(Beginning of Given data)

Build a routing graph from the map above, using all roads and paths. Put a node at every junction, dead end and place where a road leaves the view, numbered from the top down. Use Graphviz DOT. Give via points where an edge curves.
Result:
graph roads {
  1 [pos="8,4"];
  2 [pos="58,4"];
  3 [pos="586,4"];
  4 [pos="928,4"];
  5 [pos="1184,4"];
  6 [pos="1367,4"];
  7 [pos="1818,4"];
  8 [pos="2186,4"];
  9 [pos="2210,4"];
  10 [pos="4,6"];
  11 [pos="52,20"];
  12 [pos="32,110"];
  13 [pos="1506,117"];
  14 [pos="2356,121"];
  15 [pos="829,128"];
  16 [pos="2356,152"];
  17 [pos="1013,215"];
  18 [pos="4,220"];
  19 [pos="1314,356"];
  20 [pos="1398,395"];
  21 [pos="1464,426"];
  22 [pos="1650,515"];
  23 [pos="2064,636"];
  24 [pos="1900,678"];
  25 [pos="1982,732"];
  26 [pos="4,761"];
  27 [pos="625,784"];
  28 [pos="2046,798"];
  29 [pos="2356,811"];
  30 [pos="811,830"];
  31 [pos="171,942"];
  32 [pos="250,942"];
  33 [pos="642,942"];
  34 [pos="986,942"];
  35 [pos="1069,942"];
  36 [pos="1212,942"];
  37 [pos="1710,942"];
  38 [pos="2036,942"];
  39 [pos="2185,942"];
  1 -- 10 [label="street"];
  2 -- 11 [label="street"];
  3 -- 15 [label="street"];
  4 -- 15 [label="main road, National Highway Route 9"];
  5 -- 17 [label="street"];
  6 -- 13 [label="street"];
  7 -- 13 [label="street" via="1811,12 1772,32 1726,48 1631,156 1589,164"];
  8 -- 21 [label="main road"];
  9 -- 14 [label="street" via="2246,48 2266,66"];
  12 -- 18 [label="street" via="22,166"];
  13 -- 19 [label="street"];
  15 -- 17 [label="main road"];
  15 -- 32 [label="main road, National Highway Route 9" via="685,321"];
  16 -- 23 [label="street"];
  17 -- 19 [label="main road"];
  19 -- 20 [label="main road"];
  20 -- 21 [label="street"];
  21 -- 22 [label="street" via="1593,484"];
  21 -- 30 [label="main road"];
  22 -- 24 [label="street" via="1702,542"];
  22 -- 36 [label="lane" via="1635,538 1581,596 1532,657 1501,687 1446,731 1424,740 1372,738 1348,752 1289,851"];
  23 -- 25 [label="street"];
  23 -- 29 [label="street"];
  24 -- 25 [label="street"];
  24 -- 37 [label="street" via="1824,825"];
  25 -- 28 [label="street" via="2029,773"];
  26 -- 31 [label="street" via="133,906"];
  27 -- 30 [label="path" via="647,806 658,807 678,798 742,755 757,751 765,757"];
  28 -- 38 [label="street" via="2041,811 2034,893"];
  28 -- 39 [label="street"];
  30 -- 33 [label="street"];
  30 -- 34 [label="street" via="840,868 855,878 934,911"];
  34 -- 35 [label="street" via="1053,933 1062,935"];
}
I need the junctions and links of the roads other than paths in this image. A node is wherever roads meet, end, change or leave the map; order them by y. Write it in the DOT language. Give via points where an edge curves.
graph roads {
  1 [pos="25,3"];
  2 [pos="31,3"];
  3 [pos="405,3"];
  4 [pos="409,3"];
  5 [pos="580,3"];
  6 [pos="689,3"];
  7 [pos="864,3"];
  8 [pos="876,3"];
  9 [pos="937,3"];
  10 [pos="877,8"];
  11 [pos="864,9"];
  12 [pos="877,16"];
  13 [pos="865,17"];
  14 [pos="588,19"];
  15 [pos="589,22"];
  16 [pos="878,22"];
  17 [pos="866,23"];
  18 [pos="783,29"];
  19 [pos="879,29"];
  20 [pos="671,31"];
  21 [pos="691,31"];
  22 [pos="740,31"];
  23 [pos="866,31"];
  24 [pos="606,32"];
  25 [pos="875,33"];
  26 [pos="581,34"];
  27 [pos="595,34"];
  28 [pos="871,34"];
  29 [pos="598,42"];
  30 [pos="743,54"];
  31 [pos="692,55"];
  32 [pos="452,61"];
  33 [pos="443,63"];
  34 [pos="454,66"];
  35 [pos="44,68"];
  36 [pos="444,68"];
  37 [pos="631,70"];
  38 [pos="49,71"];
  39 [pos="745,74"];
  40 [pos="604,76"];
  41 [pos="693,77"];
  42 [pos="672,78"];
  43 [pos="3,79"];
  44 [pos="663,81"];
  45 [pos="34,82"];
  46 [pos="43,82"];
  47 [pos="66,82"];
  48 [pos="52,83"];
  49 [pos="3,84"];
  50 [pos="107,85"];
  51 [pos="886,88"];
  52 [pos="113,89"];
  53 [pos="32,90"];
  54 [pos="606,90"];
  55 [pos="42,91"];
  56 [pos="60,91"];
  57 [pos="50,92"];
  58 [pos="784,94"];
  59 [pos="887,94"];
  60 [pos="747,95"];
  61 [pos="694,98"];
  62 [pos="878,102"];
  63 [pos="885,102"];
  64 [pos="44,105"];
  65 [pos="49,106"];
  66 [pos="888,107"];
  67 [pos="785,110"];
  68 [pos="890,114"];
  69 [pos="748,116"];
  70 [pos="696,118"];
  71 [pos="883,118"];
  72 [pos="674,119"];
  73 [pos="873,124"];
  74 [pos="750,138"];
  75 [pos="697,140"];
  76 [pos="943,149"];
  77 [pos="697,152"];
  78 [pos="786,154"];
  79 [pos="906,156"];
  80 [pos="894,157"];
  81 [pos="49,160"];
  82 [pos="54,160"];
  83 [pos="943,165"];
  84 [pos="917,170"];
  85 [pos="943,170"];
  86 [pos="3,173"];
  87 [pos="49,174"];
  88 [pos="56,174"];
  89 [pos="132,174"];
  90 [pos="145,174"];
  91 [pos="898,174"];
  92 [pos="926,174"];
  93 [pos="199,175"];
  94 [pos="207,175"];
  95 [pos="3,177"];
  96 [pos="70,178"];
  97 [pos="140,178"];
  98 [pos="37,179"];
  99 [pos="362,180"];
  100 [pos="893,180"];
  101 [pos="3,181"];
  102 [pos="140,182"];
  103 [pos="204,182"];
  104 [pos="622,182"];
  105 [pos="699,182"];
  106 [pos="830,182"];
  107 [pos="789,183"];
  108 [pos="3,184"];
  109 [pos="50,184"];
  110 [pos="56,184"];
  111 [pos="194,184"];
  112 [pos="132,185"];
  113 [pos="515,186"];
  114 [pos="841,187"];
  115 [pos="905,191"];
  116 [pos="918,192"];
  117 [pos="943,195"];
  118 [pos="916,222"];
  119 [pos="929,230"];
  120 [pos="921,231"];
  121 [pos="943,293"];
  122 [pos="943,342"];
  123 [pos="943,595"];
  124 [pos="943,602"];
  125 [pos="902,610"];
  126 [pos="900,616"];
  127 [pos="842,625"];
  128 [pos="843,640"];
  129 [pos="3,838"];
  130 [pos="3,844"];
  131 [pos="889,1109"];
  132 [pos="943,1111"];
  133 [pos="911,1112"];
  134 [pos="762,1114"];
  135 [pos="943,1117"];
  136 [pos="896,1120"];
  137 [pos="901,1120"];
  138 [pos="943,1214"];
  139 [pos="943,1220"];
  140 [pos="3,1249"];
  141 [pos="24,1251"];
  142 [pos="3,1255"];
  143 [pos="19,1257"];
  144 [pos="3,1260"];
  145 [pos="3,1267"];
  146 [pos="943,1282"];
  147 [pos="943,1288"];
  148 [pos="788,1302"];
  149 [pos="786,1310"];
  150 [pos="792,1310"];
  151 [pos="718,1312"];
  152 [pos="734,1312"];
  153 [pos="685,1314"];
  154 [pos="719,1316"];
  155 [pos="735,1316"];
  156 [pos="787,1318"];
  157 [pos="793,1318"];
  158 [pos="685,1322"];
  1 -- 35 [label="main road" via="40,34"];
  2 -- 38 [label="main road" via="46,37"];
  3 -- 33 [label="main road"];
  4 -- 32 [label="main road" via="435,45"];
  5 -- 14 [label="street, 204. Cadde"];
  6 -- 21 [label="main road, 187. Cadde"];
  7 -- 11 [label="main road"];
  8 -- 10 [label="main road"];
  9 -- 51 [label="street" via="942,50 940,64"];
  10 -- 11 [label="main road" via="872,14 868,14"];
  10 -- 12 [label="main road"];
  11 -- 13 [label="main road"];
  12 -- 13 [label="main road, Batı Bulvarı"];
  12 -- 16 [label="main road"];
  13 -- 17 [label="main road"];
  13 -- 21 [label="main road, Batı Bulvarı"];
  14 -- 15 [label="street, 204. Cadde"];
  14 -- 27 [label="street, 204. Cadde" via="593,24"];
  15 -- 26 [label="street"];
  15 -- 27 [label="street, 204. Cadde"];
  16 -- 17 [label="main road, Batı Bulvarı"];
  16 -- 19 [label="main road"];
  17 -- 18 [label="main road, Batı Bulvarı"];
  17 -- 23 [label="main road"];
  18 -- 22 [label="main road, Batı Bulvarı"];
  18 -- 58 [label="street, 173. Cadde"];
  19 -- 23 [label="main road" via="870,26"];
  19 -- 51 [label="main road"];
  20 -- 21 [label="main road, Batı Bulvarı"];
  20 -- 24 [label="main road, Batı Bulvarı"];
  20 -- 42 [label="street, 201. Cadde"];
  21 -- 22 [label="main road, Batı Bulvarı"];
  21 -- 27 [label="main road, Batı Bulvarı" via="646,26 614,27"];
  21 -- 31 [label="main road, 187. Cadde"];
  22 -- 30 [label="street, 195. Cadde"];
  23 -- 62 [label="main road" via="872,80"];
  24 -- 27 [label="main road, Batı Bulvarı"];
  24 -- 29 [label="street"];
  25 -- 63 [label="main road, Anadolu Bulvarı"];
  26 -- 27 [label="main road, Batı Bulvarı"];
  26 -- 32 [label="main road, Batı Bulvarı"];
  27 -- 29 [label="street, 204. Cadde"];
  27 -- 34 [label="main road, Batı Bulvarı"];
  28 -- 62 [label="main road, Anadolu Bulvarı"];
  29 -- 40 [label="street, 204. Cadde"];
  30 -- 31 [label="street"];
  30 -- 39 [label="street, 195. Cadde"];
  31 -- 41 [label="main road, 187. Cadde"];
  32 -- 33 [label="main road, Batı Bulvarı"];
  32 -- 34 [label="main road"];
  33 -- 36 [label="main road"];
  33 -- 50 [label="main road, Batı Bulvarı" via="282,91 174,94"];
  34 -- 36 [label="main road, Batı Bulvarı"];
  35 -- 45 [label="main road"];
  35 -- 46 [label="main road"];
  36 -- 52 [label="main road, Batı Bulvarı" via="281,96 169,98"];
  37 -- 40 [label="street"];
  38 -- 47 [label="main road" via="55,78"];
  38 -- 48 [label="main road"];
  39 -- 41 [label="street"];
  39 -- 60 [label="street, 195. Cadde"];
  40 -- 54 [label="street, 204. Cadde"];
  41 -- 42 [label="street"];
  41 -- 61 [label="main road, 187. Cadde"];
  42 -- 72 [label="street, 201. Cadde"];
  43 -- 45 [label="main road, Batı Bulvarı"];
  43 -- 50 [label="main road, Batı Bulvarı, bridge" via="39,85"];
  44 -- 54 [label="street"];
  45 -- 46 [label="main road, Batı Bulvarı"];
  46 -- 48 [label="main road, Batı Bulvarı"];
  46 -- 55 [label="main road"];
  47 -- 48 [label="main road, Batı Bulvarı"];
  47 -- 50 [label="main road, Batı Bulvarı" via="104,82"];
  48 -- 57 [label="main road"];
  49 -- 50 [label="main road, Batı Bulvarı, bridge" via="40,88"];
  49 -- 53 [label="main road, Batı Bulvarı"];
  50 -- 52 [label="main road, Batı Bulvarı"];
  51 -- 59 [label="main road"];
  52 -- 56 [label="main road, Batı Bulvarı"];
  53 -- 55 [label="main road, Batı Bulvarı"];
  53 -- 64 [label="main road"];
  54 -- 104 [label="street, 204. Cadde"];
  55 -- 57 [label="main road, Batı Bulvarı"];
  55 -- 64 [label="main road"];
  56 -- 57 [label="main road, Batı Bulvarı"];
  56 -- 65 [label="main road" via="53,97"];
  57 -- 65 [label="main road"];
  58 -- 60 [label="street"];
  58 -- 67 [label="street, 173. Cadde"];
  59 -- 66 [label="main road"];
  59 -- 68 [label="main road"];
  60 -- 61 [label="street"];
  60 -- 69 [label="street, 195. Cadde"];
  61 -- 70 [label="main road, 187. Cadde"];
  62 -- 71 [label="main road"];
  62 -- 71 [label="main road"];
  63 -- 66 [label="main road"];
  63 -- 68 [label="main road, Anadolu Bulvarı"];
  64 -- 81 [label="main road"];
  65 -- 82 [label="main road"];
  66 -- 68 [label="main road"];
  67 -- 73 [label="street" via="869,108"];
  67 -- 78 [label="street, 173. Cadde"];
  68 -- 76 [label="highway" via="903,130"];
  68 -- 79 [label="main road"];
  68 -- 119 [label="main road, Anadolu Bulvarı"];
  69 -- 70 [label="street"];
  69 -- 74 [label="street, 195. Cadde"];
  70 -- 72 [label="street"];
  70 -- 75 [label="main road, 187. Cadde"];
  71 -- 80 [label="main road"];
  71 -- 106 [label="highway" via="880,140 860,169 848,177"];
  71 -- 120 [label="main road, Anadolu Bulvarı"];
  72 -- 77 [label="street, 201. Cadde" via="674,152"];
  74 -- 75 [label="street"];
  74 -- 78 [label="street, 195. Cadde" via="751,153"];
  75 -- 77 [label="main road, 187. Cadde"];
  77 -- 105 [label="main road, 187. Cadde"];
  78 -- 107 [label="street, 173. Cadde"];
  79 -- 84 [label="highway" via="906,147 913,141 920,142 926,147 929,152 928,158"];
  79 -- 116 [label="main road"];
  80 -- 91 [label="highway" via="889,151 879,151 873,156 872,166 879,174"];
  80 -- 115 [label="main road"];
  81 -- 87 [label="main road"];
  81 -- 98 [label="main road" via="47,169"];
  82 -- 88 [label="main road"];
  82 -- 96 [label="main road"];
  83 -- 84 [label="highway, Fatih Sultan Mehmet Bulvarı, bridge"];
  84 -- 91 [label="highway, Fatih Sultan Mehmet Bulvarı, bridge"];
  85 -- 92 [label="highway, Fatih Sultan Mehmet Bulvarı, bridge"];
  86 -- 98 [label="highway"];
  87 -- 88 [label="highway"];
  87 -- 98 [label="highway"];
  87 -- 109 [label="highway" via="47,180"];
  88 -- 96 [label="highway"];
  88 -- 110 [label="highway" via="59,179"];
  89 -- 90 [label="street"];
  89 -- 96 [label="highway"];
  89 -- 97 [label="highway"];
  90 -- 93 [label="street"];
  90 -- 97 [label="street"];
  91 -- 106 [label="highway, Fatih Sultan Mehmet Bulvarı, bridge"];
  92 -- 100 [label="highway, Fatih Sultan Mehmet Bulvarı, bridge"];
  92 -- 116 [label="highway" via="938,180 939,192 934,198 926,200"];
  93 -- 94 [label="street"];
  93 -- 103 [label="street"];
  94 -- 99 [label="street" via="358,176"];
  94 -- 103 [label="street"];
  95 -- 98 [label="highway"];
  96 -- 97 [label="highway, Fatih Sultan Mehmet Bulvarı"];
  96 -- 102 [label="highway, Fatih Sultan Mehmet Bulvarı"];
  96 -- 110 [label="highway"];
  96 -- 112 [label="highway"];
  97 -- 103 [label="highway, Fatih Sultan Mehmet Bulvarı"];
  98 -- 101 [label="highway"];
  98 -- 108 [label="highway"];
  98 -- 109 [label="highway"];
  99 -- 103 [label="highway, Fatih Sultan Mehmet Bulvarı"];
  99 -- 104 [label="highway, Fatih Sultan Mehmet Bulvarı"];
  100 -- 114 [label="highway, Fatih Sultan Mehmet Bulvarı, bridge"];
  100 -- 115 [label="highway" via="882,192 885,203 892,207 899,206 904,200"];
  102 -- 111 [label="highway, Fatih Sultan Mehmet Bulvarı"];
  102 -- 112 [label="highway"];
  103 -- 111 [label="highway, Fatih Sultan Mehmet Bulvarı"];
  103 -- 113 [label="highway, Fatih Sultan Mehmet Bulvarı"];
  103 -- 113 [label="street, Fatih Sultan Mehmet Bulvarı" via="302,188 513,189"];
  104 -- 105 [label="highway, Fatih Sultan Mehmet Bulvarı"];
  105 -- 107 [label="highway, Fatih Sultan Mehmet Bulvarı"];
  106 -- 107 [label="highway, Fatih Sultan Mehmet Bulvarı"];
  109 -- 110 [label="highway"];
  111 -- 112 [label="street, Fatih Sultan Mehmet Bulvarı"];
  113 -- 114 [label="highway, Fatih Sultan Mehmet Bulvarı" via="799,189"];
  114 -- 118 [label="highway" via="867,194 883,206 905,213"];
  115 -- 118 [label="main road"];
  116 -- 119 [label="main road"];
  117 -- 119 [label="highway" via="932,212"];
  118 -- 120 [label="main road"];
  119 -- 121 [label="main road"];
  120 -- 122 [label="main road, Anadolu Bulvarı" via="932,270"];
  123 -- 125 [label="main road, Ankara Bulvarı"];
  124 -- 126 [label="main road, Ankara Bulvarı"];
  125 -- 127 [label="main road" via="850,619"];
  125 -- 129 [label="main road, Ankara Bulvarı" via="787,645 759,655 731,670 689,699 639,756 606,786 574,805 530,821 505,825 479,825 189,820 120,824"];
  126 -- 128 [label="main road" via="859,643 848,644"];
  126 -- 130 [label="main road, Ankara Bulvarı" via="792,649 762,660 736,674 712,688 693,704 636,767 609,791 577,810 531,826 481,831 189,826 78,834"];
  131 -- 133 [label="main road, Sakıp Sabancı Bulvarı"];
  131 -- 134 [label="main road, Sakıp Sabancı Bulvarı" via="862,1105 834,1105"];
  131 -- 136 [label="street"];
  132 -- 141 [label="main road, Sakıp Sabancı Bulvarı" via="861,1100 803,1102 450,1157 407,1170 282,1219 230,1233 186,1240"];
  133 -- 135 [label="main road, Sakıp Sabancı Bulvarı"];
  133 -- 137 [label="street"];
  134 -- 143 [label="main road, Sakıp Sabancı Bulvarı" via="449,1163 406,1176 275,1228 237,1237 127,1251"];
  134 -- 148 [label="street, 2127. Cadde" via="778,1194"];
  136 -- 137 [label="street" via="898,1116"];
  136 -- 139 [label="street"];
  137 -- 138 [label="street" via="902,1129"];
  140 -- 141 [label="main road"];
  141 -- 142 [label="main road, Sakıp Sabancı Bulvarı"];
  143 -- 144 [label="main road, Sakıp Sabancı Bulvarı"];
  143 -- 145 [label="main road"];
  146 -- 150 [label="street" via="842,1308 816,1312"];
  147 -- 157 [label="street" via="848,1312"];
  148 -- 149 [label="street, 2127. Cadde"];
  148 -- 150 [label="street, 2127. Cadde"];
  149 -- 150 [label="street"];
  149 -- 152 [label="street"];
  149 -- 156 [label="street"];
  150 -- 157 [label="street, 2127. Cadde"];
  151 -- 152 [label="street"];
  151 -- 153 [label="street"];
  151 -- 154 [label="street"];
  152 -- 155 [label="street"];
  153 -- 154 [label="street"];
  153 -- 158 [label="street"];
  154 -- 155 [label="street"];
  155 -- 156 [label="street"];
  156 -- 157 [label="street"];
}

(End of Given data)

Try it: Please copy every line in the entries where "paths" appears.

Exercise answer:
Build a routing graph from the map above, using all roads and paths. Put a node at every junction, dead end and place where a road leaves the view, numbered from the top down. Use Graphviz DOT. Give via points where an edge curves.
I need the junctions and links of the roads other than paths in this image. A node is wherever roads meet, end, change or leave the map; order them by y. Write it in the DOT language. Give via points where an edge curves.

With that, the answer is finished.